## [EXERCISE BRIEF]
Please copy out the lines in the entries that contain "numbered".

## [SOURCE MATERIAL]
+++

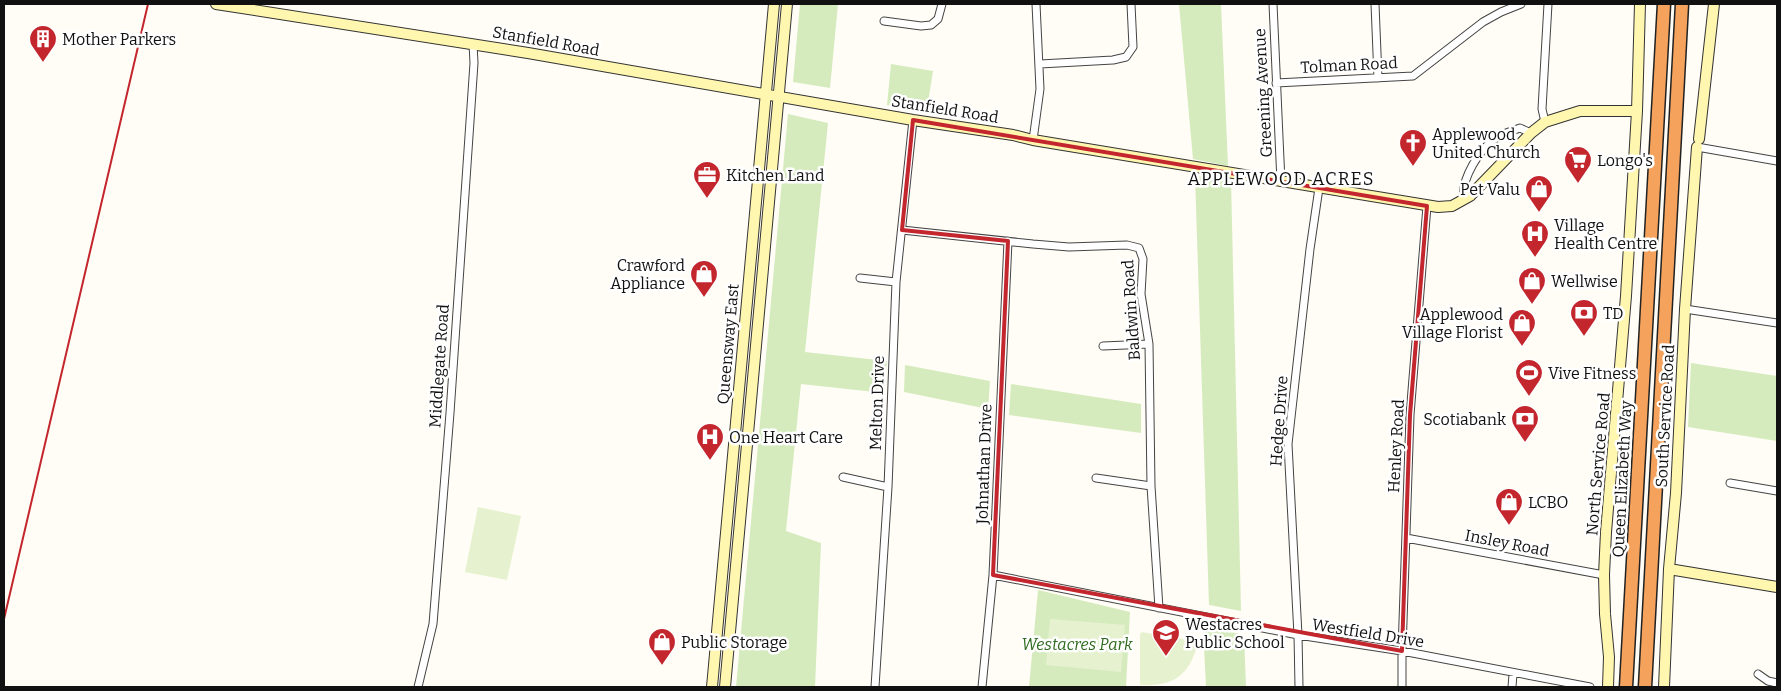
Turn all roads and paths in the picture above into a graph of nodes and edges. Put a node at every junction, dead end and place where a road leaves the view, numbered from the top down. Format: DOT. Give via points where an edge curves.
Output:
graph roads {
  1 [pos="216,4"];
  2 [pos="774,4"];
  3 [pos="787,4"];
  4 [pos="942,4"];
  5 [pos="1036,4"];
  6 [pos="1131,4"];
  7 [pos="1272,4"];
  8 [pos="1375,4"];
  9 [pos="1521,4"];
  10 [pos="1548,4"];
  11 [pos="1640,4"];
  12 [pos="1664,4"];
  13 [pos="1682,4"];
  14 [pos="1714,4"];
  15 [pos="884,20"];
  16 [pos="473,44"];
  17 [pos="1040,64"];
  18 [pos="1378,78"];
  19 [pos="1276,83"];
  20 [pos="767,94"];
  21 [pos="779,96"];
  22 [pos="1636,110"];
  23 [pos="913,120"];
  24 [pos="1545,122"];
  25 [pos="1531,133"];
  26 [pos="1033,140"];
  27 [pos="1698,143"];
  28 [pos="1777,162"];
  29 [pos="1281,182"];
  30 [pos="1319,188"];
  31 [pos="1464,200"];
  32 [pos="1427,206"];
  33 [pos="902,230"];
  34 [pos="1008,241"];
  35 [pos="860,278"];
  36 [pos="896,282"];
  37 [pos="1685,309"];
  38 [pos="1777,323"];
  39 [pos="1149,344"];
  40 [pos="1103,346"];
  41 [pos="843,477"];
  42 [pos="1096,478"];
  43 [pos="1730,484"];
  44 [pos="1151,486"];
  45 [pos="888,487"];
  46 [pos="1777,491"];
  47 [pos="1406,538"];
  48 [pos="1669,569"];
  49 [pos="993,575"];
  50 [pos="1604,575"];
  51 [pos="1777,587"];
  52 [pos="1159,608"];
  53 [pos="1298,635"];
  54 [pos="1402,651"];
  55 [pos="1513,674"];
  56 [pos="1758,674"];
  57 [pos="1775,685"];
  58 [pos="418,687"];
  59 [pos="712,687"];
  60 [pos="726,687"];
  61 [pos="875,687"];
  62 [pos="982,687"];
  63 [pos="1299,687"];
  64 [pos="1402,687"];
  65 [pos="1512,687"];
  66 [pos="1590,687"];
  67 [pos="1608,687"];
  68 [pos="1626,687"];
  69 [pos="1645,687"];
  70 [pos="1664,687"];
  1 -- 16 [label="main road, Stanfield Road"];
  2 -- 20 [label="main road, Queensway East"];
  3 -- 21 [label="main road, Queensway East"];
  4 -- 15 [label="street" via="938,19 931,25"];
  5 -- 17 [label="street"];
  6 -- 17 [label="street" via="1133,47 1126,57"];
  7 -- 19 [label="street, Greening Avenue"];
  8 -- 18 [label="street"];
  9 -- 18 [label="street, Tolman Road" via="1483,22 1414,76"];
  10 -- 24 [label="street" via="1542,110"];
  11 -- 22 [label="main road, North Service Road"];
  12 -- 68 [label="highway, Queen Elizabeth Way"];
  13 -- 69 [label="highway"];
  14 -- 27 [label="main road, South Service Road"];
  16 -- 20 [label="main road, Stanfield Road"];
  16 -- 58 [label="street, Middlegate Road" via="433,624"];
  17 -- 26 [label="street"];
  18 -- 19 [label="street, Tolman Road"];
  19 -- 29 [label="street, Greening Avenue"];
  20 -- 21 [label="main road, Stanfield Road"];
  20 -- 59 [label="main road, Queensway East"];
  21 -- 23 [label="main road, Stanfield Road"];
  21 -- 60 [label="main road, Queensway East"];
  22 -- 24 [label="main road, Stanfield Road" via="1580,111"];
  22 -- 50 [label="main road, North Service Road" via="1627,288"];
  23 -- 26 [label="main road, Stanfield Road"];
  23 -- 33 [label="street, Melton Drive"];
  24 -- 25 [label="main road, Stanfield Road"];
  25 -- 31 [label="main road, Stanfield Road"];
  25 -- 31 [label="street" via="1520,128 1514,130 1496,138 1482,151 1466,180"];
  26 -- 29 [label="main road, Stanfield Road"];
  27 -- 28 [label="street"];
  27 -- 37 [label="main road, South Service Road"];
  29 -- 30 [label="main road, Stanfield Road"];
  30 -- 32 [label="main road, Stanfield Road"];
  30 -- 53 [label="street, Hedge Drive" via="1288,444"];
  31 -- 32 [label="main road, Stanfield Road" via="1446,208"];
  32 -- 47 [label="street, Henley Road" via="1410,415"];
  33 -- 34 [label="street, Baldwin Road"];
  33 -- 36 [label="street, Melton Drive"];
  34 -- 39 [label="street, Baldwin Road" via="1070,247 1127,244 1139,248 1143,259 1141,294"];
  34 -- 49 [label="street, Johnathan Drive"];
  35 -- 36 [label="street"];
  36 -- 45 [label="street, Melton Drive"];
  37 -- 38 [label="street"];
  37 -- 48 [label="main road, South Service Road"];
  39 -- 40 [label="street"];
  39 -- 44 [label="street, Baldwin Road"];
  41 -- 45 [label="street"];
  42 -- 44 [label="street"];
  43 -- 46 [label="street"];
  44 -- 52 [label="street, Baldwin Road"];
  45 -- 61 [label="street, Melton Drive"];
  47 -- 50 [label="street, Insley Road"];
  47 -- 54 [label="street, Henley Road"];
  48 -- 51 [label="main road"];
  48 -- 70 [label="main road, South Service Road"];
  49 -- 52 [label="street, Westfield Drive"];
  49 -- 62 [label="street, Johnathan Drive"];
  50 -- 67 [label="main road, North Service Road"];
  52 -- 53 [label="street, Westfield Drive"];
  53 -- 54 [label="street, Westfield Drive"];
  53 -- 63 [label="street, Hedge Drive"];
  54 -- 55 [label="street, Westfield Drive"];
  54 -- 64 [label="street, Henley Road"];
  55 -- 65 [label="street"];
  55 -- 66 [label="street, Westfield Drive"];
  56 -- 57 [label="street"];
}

+++

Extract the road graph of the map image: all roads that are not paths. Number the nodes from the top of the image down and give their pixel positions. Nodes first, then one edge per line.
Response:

+++

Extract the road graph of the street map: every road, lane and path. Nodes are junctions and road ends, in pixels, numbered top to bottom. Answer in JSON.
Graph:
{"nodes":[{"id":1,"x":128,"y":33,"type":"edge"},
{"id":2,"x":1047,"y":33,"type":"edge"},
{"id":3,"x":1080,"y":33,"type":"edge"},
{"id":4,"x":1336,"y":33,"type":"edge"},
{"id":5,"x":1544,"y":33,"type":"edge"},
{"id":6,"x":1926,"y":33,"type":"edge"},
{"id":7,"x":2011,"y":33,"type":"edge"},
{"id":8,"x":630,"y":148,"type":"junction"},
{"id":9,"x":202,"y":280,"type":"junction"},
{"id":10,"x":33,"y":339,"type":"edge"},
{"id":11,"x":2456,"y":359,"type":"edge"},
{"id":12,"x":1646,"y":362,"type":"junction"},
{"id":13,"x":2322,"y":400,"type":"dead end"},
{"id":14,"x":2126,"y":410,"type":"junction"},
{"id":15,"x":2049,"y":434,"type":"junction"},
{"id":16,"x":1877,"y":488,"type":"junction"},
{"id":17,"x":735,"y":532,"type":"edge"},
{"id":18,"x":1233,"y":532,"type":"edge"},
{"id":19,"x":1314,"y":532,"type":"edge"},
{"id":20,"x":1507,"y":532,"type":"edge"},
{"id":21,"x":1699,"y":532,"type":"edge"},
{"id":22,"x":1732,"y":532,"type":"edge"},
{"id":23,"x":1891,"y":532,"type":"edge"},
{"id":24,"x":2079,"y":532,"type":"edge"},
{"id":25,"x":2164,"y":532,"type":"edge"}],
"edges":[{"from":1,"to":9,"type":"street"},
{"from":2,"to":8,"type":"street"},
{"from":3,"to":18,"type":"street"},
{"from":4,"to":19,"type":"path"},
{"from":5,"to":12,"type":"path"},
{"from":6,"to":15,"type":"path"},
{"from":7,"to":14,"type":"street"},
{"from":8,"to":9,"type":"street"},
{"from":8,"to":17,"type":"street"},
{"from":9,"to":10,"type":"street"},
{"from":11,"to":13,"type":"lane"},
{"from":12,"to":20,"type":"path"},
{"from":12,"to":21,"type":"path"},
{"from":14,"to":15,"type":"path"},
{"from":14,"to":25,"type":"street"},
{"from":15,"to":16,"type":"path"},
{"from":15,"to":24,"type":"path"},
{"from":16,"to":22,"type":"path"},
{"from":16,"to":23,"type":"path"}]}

+++

## [RESPONSE BOX]
Turn all roads and paths in the picture above into a graph of nodes and edges. Put a node at every junction, dead end and place where a road leaves the view, numbered from the top down. Format: DOT. Give via points where an edge curves.
Extract the road graph of the street map: every road, lane and path. Nodes are junctions and road ends, in pixels, numbered top to bottom. Answer in JSON.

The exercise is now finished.